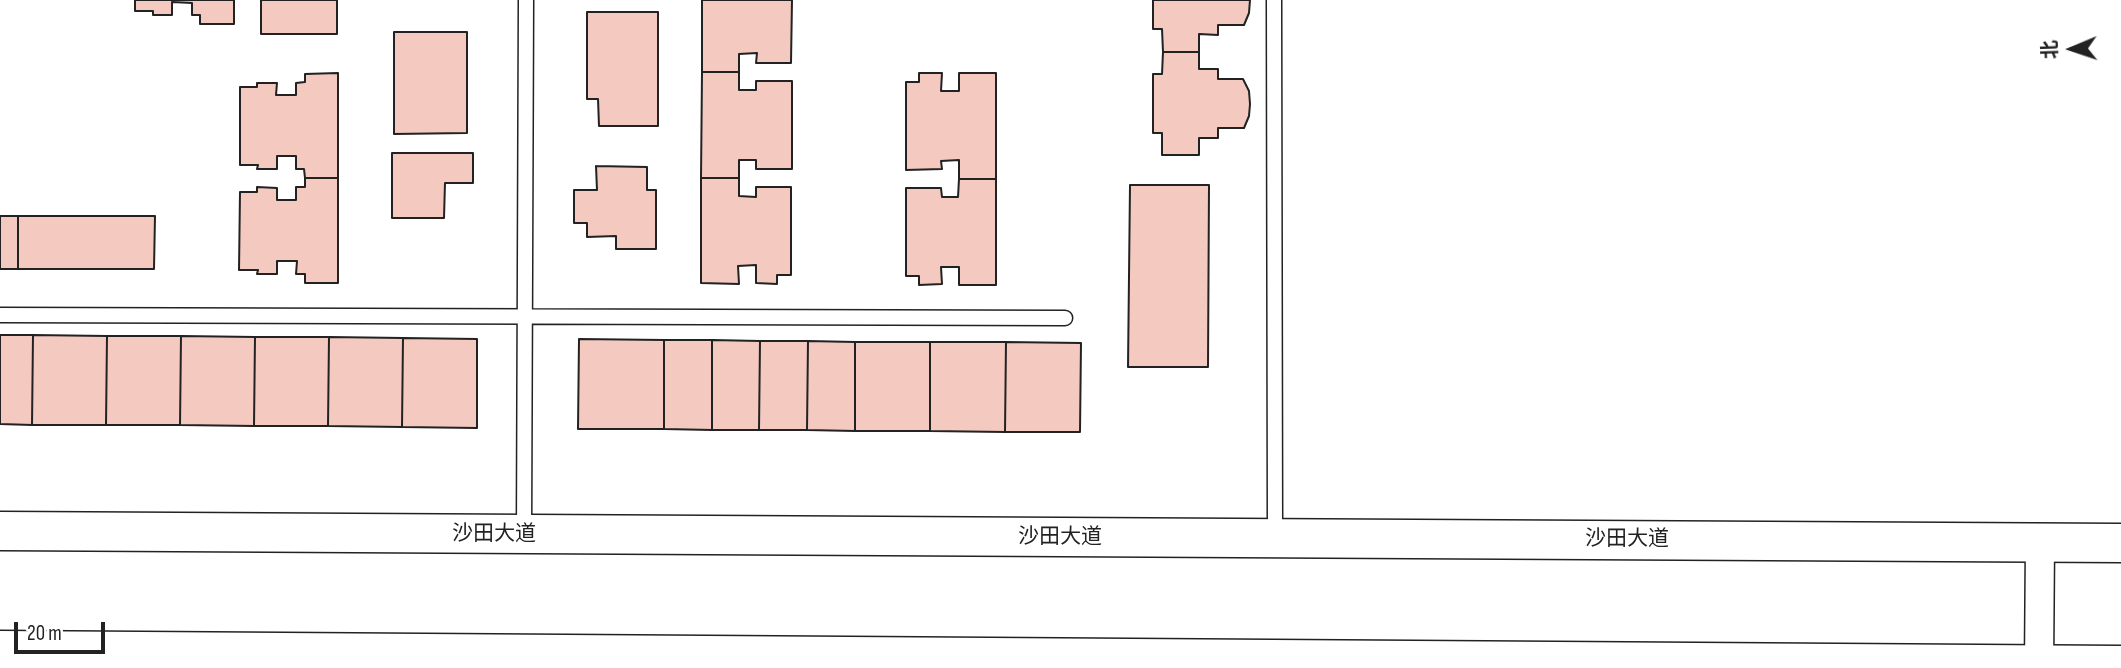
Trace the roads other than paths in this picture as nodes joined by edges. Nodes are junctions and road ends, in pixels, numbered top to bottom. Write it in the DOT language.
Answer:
graph roads {
  1 [pos="526,0"];
  2 [pos="1274,0"];
  3 [pos="0,315"];
  4 [pos="525,316"];
  5 [pos="1065,318"];
  6 [pos="0,531"];
  7 [pos="524,536"];
  8 [pos="1275,539"];
  9 [pos="2040,542"];
  10 [pos="2121,543"];
  11 [pos="0,650"];
  12 [pos="321,652"];
  13 [pos="537,654"];
  14 [pos="80,659"];
  15 [pos="2121,665"];
  16 [pos="2039,666"];
  17 [pos="364,668"];
  18 [pos="493,668"];
  1 -- 4 [label="lane"];
  2 -- 8 [label="lane"];
  3 -- 4 [label="lane"];
  4 -- 5 [label="lane"];
  4 -- 7 [label="lane"];
  6 -- 7 [label="main road, 沙田大道"];
  7 -- 8 [label="main road, 沙田大道"];
  8 -- 9 [label="main road, 沙田大道"];
  9 -- 10 [label="main road, 沙田大道"];
  9 -- 16 [label="street"];
  11 -- 14 [label="main road"];
  12 -- 13 [label="main road"];
  12 -- 14 [label="main road"];
  12 -- 17 [label="lane"];
  13 -- 16 [label="main road"];
  13 -- 18 [label="lane"];
  15 -- 16 [label="main road"];
}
◇ ◇ ◇ ◇ ◇ ◇ ◇
▸ Directions
Without including any picture, copy the listing above exactly and in full.

▸ Result
Trace the roads other than paths in this picture as nodes joined by edges. Nodes are junctions and road ends, in pixels, numbered top to bottom. Write it in the DOT language.
Answer:
graph roads {
  1 [pos="526,0"];
  2 [pos="1274,0"];
  3 [pos="0,315"];
  4 [pos="525,316"];
  5 [pos="1065,318"];
  6 [pos="0,531"];
  7 [pos="524,536"];
  8 [pos="1275,539"];
  9 [pos="2040,542"];
  10 [pos="2121,543"];
  11 [pos="0,650"];
  12 [pos="321,652"];
  13 [pos="537,654"];
  14 [pos="80,659"];
  15 [pos="2121,665"];
  16 [pos="2039,666"];
  17 [pos="364,668"];
  18 [pos="493,668"];
  1 -- 4 [label="lane"];
  2 -- 8 [label="lane"];
  3 -- 4 [label="lane"];
  4 -- 5 [label="lane"];
  4 -- 7 [label="lane"];
  6 -- 7 [label="main road, 沙田大道"];
  7 -- 8 [label="main road, 沙田大道"];
  8 -- 9 [label="main road, 沙田大道"];
  9 -- 10 [label="main road, 沙田大道"];
  9 -- 16 [label="street"];
  11 -- 14 [label="main road"];
  12 -- 13 [label="main road"];
  12 -- 14 [label="main road"];
  12 -- 17 [label="lane"];
  13 -- 16 [label="main road"];
  13 -- 18 [label="lane"];
  15 -- 16 [label="main road"];
}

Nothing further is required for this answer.